[Saved entries]
···

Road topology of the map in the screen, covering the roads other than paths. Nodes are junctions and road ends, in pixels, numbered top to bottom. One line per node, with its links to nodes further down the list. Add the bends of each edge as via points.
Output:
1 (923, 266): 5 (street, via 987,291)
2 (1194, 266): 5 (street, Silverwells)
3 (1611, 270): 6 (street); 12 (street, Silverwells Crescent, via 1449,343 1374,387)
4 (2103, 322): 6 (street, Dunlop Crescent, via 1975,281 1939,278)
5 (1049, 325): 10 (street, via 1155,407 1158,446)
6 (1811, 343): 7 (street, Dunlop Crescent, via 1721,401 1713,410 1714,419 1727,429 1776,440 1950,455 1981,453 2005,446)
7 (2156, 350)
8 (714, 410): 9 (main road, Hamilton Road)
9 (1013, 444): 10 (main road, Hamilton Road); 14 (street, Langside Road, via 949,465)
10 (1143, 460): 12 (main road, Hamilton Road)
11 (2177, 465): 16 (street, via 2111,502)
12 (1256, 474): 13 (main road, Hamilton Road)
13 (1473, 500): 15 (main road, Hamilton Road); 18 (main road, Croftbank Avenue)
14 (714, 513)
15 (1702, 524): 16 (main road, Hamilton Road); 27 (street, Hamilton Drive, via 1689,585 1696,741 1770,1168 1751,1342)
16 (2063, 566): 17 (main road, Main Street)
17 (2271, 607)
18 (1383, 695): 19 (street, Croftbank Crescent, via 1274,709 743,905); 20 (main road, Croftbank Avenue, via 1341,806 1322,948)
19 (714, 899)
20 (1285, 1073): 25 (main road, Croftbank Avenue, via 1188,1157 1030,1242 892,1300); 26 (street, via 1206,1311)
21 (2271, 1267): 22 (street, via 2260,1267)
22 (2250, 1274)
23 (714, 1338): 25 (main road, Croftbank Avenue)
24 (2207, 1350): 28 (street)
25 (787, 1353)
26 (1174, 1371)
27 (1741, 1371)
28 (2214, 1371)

···

__Work instruction__: Look through the data above. Copy every line with the string "Dunlop" in it.

__Exercise response__:
4 (2103, 322): 6 (street, Dunlop Crescent, via 1975,281 1939,278)
6 (1811, 343): 7 (street, Dunlop Crescent, via 1721,401 1713,410 1714,419 1727,429 1776,440 1950,455 1981,453 2005,446)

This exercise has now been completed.